As claimed before [2123], the transparency of the bag facilitated simultaneous visualization inside the bag and of the surrounding organs, thus allowing the surgeon to control morcellation in a previously trained routine manner, protecting adjacent tissue from the morcellator blade by keeping adequate distance. As the presented bag system does not require puncture from outside, there is no necessity of obscured instrument action, which had been criticized compared to other techniques [23, 56].

Further dissemination risk exists during bag removal [25]. In approaches with bag puncture, the described strategies to prevent spilling from the hole include grasping at this site as well as suctioning to create negative pressure by keeping aerosols within the bag [44, 47, 48, 50]. The present approach does not have to fear leakage from a puncture, but from the constructive second opening of the bag. This challenge was solved by designing a special method for occlusion. Before the bag is removed by pulling it toward the suprapubic site, the tubular optic trocar opening at the umbilical site is occluded by knotting it twice. Because the inner surface may have been contaminated while withdrawing the optic and its sleeve, the tubular part is originally everted and its uncontaminated part not unrolled until knotting.

In fact, tightness was successfully ensured in all cases. Visual inspection did not reveal any lesion, formally confirmed by the absence of blue dye spilling or gas leakage.

As previously described in vitro by Cohen [57], cytologic analyses of fluid washings searching for muscle cells may indicate possible cell dissemination.
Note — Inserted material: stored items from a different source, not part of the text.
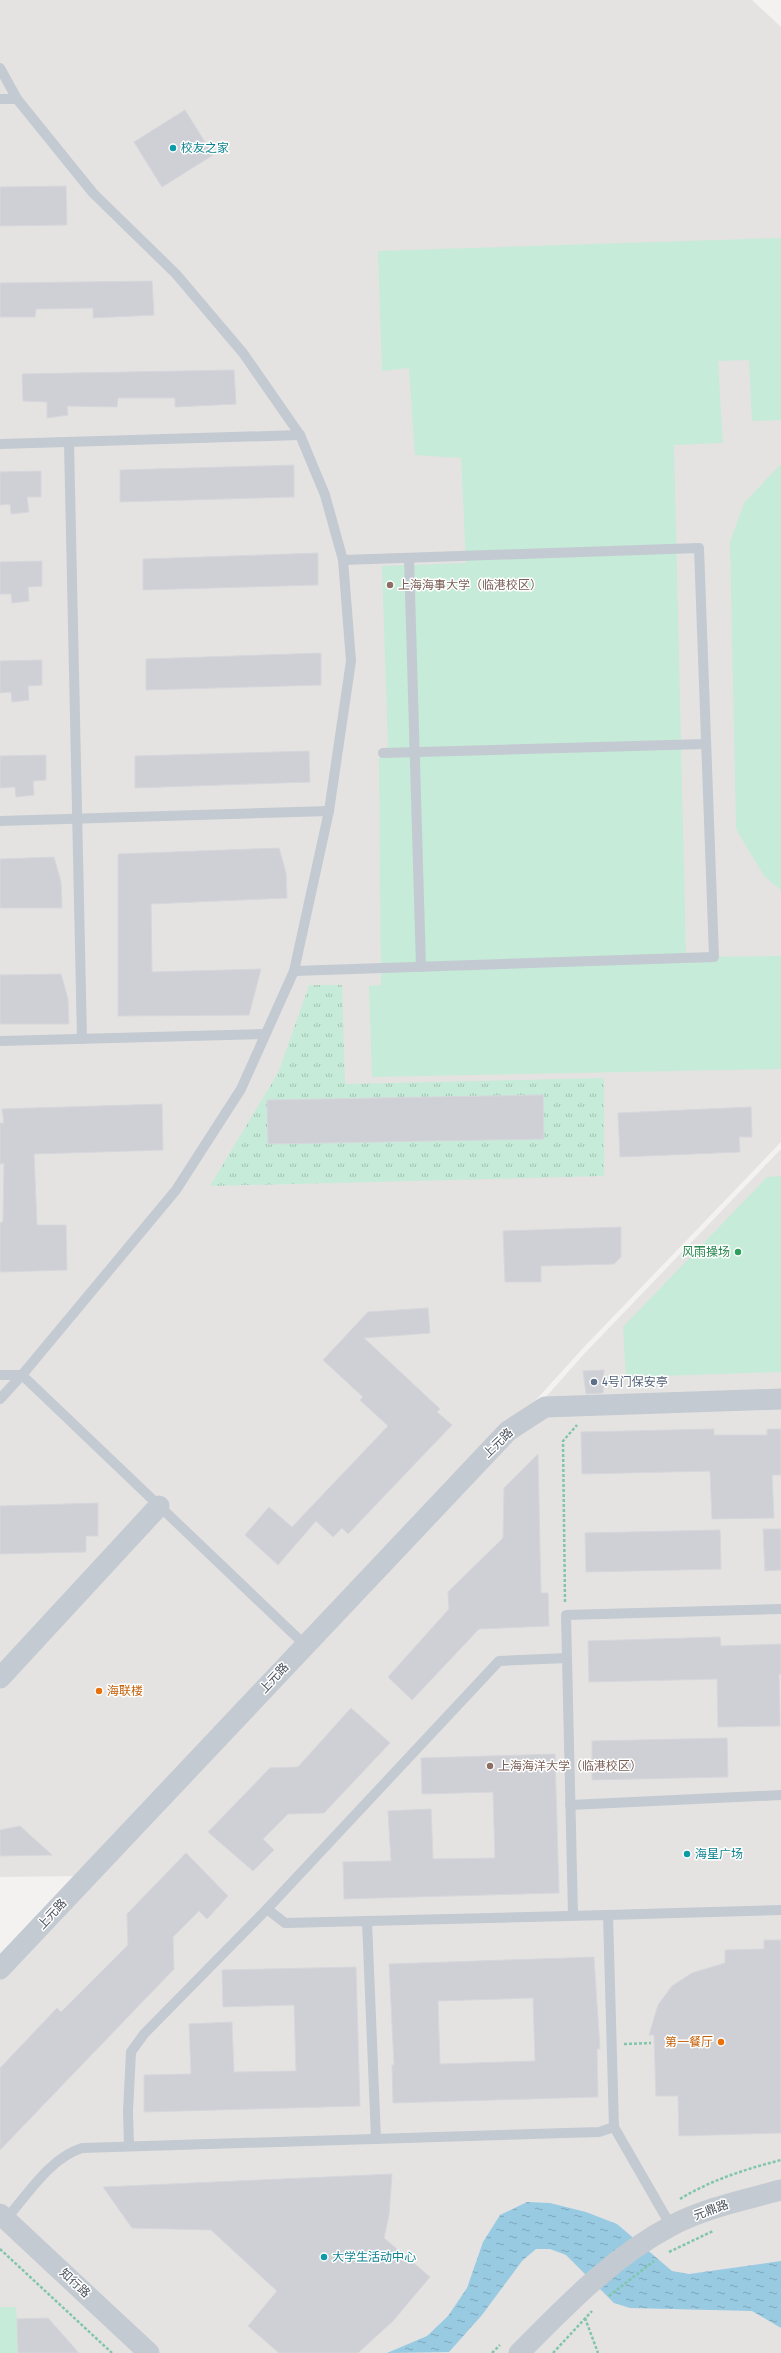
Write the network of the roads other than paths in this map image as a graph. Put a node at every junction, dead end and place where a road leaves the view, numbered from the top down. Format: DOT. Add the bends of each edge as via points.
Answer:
graph roads {
  1 [pos="0,68"];
  2 [pos="0,99"];
  3 [pos="17,99"];
  4 [pos="300,435"];
  5 [pos="69,442"];
  6 [pos="0,444"];
  7 [pos="409,558"];
  8 [pos="343,560"];
  9 [pos="706,744"];
  10 [pos="416,752"];
  11 [pos="383,753"];
  12 [pos="329,811"];
  13 [pos="77,817"];
  14 [pos="0,821"];
  15 [pos="421,967"];
  16 [pos="294,971"];
  17 [pos="265,1034"];
  18 [pos="82,1039"];
  19 [pos="0,1041"];
  20 [pos="0,1375"];
  21 [pos="22,1375"];
  22 [pos="0,1399"];
  23 [pos="781,1399"];
  24 [pos="159,1506"];
  25 [pos="781,1609"];
  26 [pos="305,1645"];
  27 [pos="567,1658"];
  28 [pos="0,1678"];
  29 [pos="781,1795"];
  30 [pos="570,1805"];
  31 [pos="267,1909"];
  32 [pos="781,1910"];
  33 [pos="573,1915"];
  34 [pos="608,1915"];
  35 [pos="368,1921"];
  36 [pos="0,1969"];
  37 [pos="614,2127"];
  38 [pos="376,2139"];
  39 [pos="129,2146"];
  40 [pos="781,2190"];
  41 [pos="3,2216"];
  42 [pos="671,2226"];
  43 [pos="149,2353"];
  44 [pos="519,2353"];
  1 -- 3 [label="lane"];
  2 -- 3 [label="lane"];
  3 -- 4 [label="lane" via="93,193 176,274 234,342"];
  4 -- 5 [label="lane"];
  4 -- 8 [label="lane" via="325,495"];
  5 -- 6 [label="lane"];
  5 -- 13 [label="lane"];
  7 -- 8 [label="lane"];
  7 -- 9 [label="lane" via="699,548"];
  7 -- 10 [label="lane"];
  8 -- 12 [label="lane" via="351,661"];
  9 -- 10 [label="lane"];
  9 -- 15 [label="lane" via="714,957"];
  10 -- 11 [label="lane"];
  10 -- 15 [label="lane"];
  12 -- 13 [label="lane"];
  12 -- 16 [label="lane"];
  13 -- 14 [label="lane"];
  13 -- 18 [label="lane"];
  15 -- 16 [label="lane"];
  16 -- 17 [label="lane"];
  17 -- 18 [label="lane"];
  17 -- 21 [label="lane" via="241,1089 176,1190"];
  18 -- 19 [label="lane"];
  20 -- 21 [label="lane"];
  21 -- 22 [label="lane"];
  21 -- 24 [label="lane"];
  23 -- 26 [label="street, 上元路" via="545,1407 508,1431"];
  24 -- 26 [label="lane"];
  24 -- 28 [label="street"];
  25 -- 27 [label="lane" via="566,1615"];
  26 -- 36 [label="street, 上元路"];
  27 -- 30 [label="lane"];
  27 -- 31 [label="lane" via="499,1660"];
  29 -- 30 [label="lane"];
  30 -- 33 [label="lane"];
  31 -- 35 [label="lane" via="285,1923"];
  31 -- 39 [label="lane" via="144,2034 131,2052"];
  32 -- 34 [label="lane"];
  33 -- 34 [label="lane"];
  33 -- 35 [label="lane"];
  34 -- 37 [label="lane"];
  35 -- 38 [label="lane"];
  37 -- 38 [label="lane" via="599,2132"];
  37 -- 42 [label="lane"];
  38 -- 39 [label="lane"];
  39 -- 41 [label="lane" via="82,2148 70,2152 58,2160"];
  40 -- 42 [label="street, 元鼎路" via="721,2205"];
  41 -- 43 [label="street, 知行路"];
  42 -- 44 [label="street, 元鼎路" via="651,2251 587,2284"];
}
Thus, the most important result of the present study consists of the complete absence of disseminated myometrial cells in peritoneal washings after morcellation within bags, while spindle cells were found in five of eight (4 of them smooth muscle actin positive) animals of the control group without bags. Negative findings in all cases of both groups prior to morcellation indicate that this was the most probable source.

Whereas cell dissemination was neither detectable in all cases without bags, the observed difference between the experimental groups with complete absence of spread cells when morcellation took place within the bag suggests a significant protective effect of the evaluated system.

A clinical trial will now be necessary to investigate the reproducibility of these encouraging experimental data in human application.